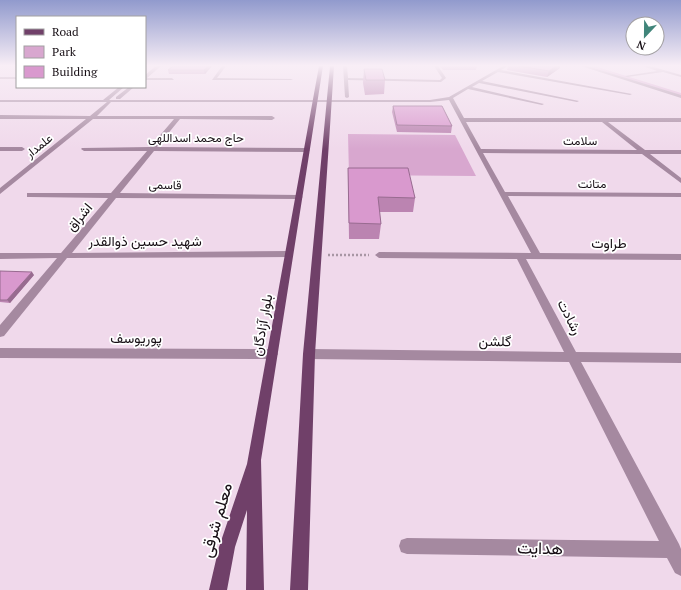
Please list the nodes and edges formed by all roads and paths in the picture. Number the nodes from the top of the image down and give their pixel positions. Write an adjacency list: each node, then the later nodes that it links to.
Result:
1 (114, 94): 14 (street)
2 (123, 94): 18 (street, علمدار)
3 (316, 94): 15 (main road, بلوار آزادگان)
4 (330, 94): 16 (main road)
5 (347, 94): 10 (street)
6 (458, 94): 11 (street)
7 (494, 94): 19 (street)
8 (539, 94): 17 (street)
9 (667, 94): 12 (street)
10 (347, 97)
11 (450, 98): 16 (street); 24 (street)
12 (681, 98)
13 (0, 101): 14 (street)
14 (104, 101): 18 (street)
15 (315, 101): 16 (street); 18 (street); 31 (main road, بلوار آزادگان)
16 (330, 101): 43 (main road)
17 (578, 101)
18 (112, 102): 21 (street, علمدار)
19 (542, 104)
20 (0, 117): 21 (street)
21 (92, 118): 22 (street); 36 (street, علمدار)
22 (178, 118): 23 (street); 30 (street, اشراق)
23 (272, 118)
24 (461, 120): 25 (street); 32 (street)
25 (603, 120): 26 (street); 33 (street)
26 (681, 120)
27 (0, 149): 28 (street)
28 (22, 149)
29 (84, 149): 30 (street, حاج محمد اسداللهی)
30 (152, 149): 31 (street, حاج محمد اسداللهی); 40 (street, اشراق)
31 (307, 150): 41 (main road, بلوار آزادگان)
32 (479, 151): 33 (street, سلامت); 37 (street)
33 (644, 152): 34 (street, سلامت); 35 (street)
34 (681, 152)
35 (681, 181)
36 (0, 192)
37 (502, 194): 39 (street, متانت); 48 (street)
38 (30, 195): 40 (street, قاسمی)
39 (681, 195)
40 (114, 196): 41 (street, قاسمی); 46 (street, اشراق)
41 (299, 197): 42 (main road, بلوار آزادگان)
42 (289, 254): 46 (street, شهید حسین ذوالقدر); 52 (main road, بلوار آزادگان)
43 (317, 255): 44 (path); 53 (main road)
44 (379, 255): 47 (street)
45 (0, 256): 46 (street, شهید حسین ذوالقدر)
46 (64, 256): 50 (street, اشراق)
47 (520, 256): 48 (street); 54 (street, رشادت)
48 (536, 256): 49 (street, طراوت)
49 (681, 258)
50 (0, 333)
51 (0, 353): 52 (street, پوریوسف)
52 (272, 354): 56 (main road, بلوار آزادگان)
53 (308, 354): 54 (street, گلشن); 62 (main road)
54 (572, 357): 55 (street, گلشن); 58 (street, رشادت)
55 (681, 358)
56 (254, 460): 60 (main road, معلم شرقی); 61 (main road, بلوار آزادگان)
57 (407, 546): 58 (street, هدایت)
58 (672, 550): 59 (street, رشادت)
59 (681, 567)
60 (218, 590)
61 (255, 590)
62 (299, 590)

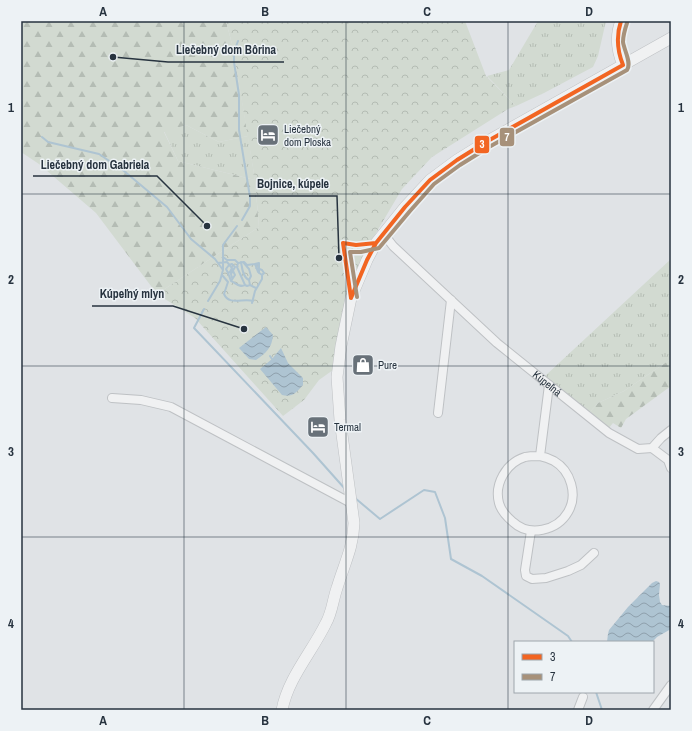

(Task details): Your answer should be one number: how many lines in the material above contain the string "قاسمی".

(Output for this task): 2